[Requirement] Line count for the string "Oriani": give the number of lines in the data below that contain it, and nothing more.

Stored data
============================================================
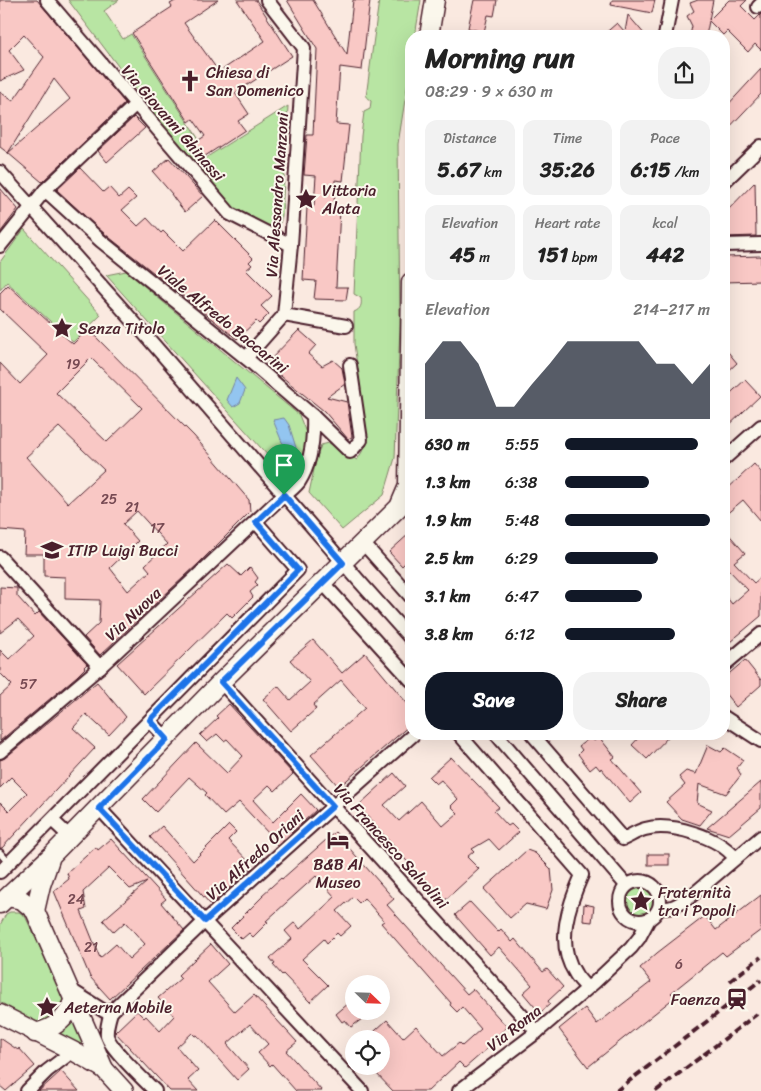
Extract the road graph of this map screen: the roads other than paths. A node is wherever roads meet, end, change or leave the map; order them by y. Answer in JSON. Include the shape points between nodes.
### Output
{"nodes":[{"id":1,"x":47,"y":0,"type":"edge"},
{"id":2,"x":268,"y":0,"type":"edge"},
{"id":3,"x":435,"y":0,"type":"edge"},
{"id":4,"x":672,"y":0,"type":"edge"},
{"id":5,"x":430,"y":30,"type":"edge"},
{"id":6,"x":665,"y":30,"type":"edge"},
{"id":7,"x":136,"y":104,"type":"junction"},
{"id":8,"x":761,"y":146,"type":"edge"},
{"id":9,"x":0,"y":172,"type":"edge"},
{"id":10,"x":730,"y":176,"type":"edge"},
{"id":11,"x":45,"y":190,"type":"junction"},
{"id":12,"x":30,"y":207,"type":"junction"},
{"id":13,"x":761,"y":244,"type":"edge"},
{"id":14,"x":291,"y":245,"type":"junction"},
{"id":15,"x":730,"y":245,"type":"edge"},
{"id":16,"x":0,"y":246,"type":"edge"},
{"id":17,"x":284,"y":315,"type":"junction"},
{"id":18,"x":346,"y":326,"type":"dead end"},
{"id":19,"x":246,"y":358,"type":"junction"},
{"id":20,"x":350,"y":365,"type":"dead end"},
{"id":21,"x":313,"y":416,"type":"junction"},
{"id":22,"x":761,"y":426,"type":"edge"},
{"id":23,"x":730,"y":454,"type":"edge"},
{"id":24,"x":284,"y":495,"type":"junction"},
{"id":25,"x":405,"y":496,"type":"edge"},
{"id":26,"x":256,"y":522,"type":"junction"},
{"id":27,"x":363,"y":543,"type":"junction"},
{"id":28,"x":0,"y":557,"type":"edge"},
{"id":29,"x":343,"y":563,"type":"junction"},
{"id":30,"x":322,"y":582,"type":"junction"},
{"id":31,"x":405,"y":590,"type":"edge"},
{"id":32,"x":405,"y":632,"type":"edge"},
{"id":33,"x":761,"y":634,"type":"edge"},
{"id":34,"x":730,"y":660,"type":"edge"},
{"id":35,"x":100,"y":667,"type":"junction"},
{"id":36,"x":405,"y":673,"type":"edge"},
{"id":37,"x":221,"y":682,"type":"junction"},
{"id":38,"x":150,"y":720,"type":"junction"},
{"id":39,"x":730,"y":721,"type":"edge"},
{"id":40,"x":167,"y":739,"type":"junction"},
{"id":41,"x":407,"y":740,"type":"edge"},
{"id":42,"x":464,"y":740,"type":"edge"},
{"id":43,"x":501,"y":740,"type":"edge"},
{"id":44,"x":537,"y":740,"type":"edge"},
{"id":45,"x":761,"y":741,"type":"edge"},
{"id":46,"x":0,"y":752,"type":"edge"},
{"id":47,"x":333,"y":806,"type":"junction"},
{"id":48,"x":99,"y":808,"type":"junction"},
{"id":49,"x":52,"y":820,"type":"junction"},
{"id":50,"x":69,"y":836,"type":"junction"},
{"id":51,"x":761,"y":837,"type":"edge"},
{"id":52,"x":0,"y":853,"type":"edge"},
{"id":53,"x":51,"y":856,"type":"junction"},
{"id":54,"x":736,"y":858,"type":"junction"},
{"id":55,"x":5,"y":868,"type":"edge"},
{"id":56,"x":627,"y":886,"type":"junction"},
{"id":57,"x":4,"y":900,"type":"edge"},
{"id":58,"x":660,"y":907,"type":"junction"},
{"id":59,"x":35,"y":911,"type":"junction"},
{"id":60,"x":205,"y":921,"type":"junction"},
{"id":61,"x":648,"y":921,"type":"junction"},
{"id":62,"x":587,"y":988,"type":"junction"},
{"id":63,"x":72,"y":994,"type":"junction"},
{"id":64,"x":111,"y":1012,"type":"junction"},
{"id":65,"x":0,"y":1014,"type":"edge"},
{"id":66,"x":537,"y":1032,"type":"junction"},
{"id":67,"x":35,"y":1033,"type":"junction"},
{"id":68,"x":73,"y":1051,"type":"junction"},
{"id":69,"x":104,"y":1069,"type":"junction"},
{"id":70,"x":27,"y":1091,"type":"edge"},
{"id":71,"x":124,"y":1091,"type":"edge"},
{"id":72,"x":155,"y":1091,"type":"edge"},
{"id":73,"x":362,"y":1091,"type":"edge"},
{"id":74,"x":459,"y":1091,"type":"edge"}],
"edges":[{"from":1,"to":7,"type":"street","name":"Via Giovanni Ghinassi"},
{"from":2,"to":14,"type":"street","name":"Via Alessandro Manzoni","via":[[304,48]]},
{"from":3,"to":5,"type":"main road"},
{"from":4,"to":6,"type":"street"},
{"from":7,"to":11,"type":"street"},
{"from":7,"to":14,"type":"street","name":"Via Giovanni Ghinassi","via":[[230,214]]},
{"from":8,"to":10,"type":"street"},
{"from":9,"to":12,"type":"street"},
{"from":11,"to":12,"type":"street"},
{"from":11,"to":19,"type":"street","name":"Viale Alfredo Baccarini","via":[[101,241]]},
{"from":12,"to":16,"type":"street"},
{"from":12,"to":24,"type":"street"},
{"from":13,"to":15,"type":"street"},
{"from":14,"to":17,"type":"street","name":"Via Alessandro Manzoni"},
{"from":17,"to":18,"type":"street"},
{"from":17,"to":19,"type":"street"},
{"from":19,"to":21,"type":"street","name":"Viale Alfredo Baccarini"},
{"from":20,"to":21,"type":"street","name":"Viale Alfredo Baccarini","via":[[361,440],[350,452]]},
{"from":21,"to":24,"type":"street","via":[[314,436],[309,458],[298,483]]},
{"from":22,"to":23,"type":"street"},
{"from":24,"to":26,"type":"street","name":"Via Nuova"},
{"from":24,"to":29,"type":"street"},
{"from":25,"to":27,"type":"main road","via":[[399,507]]},
{"from":26,"to":35,"type":"street","name":"Via Nuova"},
{"from":26,"to":38,"type":"street","via":[[298,570]]},
{"from":27,"to":29,"type":"main road"},
{"from":27,"to":31,"type":"street"},
{"from":28,"to":35,"type":"street"},
{"from":29,"to":30,"type":"main road"},
{"from":29,"to":32,"type":"street"},
{"from":30,"to":36,"type":"street"},
{"from":30,"to":37,"type":"main road"},
{"from":33,"to":34,"type":"street"},
{"from":35,"to":46,"type":"street","name":"Via Nuova"},
{"from":37,"to":40,"type":"main road"},
{"from":37,"to":47,"type":"street","name":"Via Francesco Salvolini"},
{"from":38,"to":40,"type":"street"},
{"from":38,"to":49,"type":"street"},
{"from":39,"to":45,"type":"street"},
{"from":40,"to":48,"type":"main road"},
{"from":41,"to":47,"type":"street","name":"Via Alfredo Oriani"},
{"from":42,"to":62,"type":"street","via":[[582,875],[567,917],[565,949],[574,972]]},
{"from":43,"to":56,"type":"street"},
{"from":44,"to":54,"type":"street","via":[[623,839],[646,829],[676,828],[703,836]]},
{"from":47,"to":60,"type":"street","name":"Via Alfredo Oriani"},
{"from":47,"to":66,"type":"street","name":"Via Francesco Salvolini"},
{"from":48,"to":50,"type":"main road"},
{"from":48,"to":60,"type":"street"},
{"from":49,"to":50,"type":"street"},
{"from":49,"to":55,"type":"street"},
{"from":50,"to":53,"type":"main road"},
{"from":51,"to":54,"type":"street"},
{"from":52,"to":55,"type":"lane"},
{"from":53,"to":57,"type":"main road"},
{"from":53,"to":59,"type":"main road"},
{"from":54,"to":58,"type":"street","via":[[677,906]]},
{"from":56,"to":58,"type":"street","via":[[642,881],[652,885],[659,895]]},
{"from":56,"to":61,"type":"street","via":[[619,900],[620,906],[635,920]]},
{"from":57,"to":59,"type":"main road","via":[[22,900]]},
{"from":58,"to":61,"type":"street","via":[[656,916]]},
{"from":59,"to":63,"type":"main road"},
{"from":60,"to":64,"type":"street","name":"Via Alfredo Oriani"},
{"from":60,"to":73,"type":"street"},
{"from":61,"to":62,"type":"street","name":"Via Roma","via":[[631,948]]},
{"from":62,"to":66,"type":"street","name":"Via Roma"},
{"from":63,"to":64,"type":"street"},
{"from":63,"to":67,"type":"main road","via":[[72,1005],[65,1018],[56,1026]]},
{"from":63,"to":69,"type":"main road"},
{"from":64,"to":72,"type":"street","via":[[108,1037],[116,1050]]},
{"from":65,"to":67,"type":"main road"},
{"from":66,"to":74,"type":"street","name":"Via Roma"},
{"from":67,"to":68,"type":"main road"},
{"from":68,"to":69,"type":"main road"},
{"from":68,"to":70,"type":"street"},
{"from":69,"to":71,"type":"main road"}]}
============================================================
[Answer box] 3